From the entries, copy out every line in which the word "middle" is found.

## Skeletal landmark data
=== Section Start ===
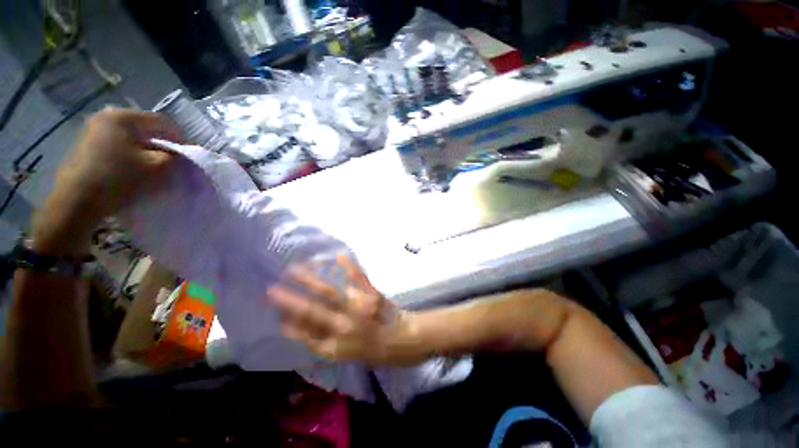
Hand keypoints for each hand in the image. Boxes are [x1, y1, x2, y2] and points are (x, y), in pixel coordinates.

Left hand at [32, 108, 180, 254]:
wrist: (76, 201)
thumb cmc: (119, 178)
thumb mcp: (157, 167)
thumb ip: (175, 157)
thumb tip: (180, 155)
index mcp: (124, 117)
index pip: (164, 122)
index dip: (182, 138)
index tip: (190, 155)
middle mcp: (107, 116)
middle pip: (146, 129)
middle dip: (162, 145)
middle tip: (172, 162)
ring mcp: (93, 130)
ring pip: (131, 138)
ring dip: (146, 151)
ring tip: (153, 167)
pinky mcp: (86, 145)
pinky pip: (117, 145)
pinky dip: (130, 155)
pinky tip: (133, 169)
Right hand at [267, 255, 410, 364]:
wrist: (410, 341)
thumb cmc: (381, 352)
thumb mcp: (354, 355)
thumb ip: (331, 343)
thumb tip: (308, 327)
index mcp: (338, 346)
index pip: (306, 335)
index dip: (290, 324)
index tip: (276, 313)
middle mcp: (344, 327)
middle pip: (312, 312)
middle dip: (289, 301)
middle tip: (271, 290)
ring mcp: (358, 310)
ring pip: (330, 293)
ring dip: (311, 280)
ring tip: (295, 269)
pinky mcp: (372, 296)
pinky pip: (359, 280)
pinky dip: (349, 267)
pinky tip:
=== Section End ===
## Response to the task
middle mcp: (107, 116)
middle pip: (146, 129)
middle dip: (162, 145)
middle tip: (172, 162)
middle mcp: (344, 327)
middle pip: (312, 312)
middle dip: (289, 301)
middle tip: (271, 290)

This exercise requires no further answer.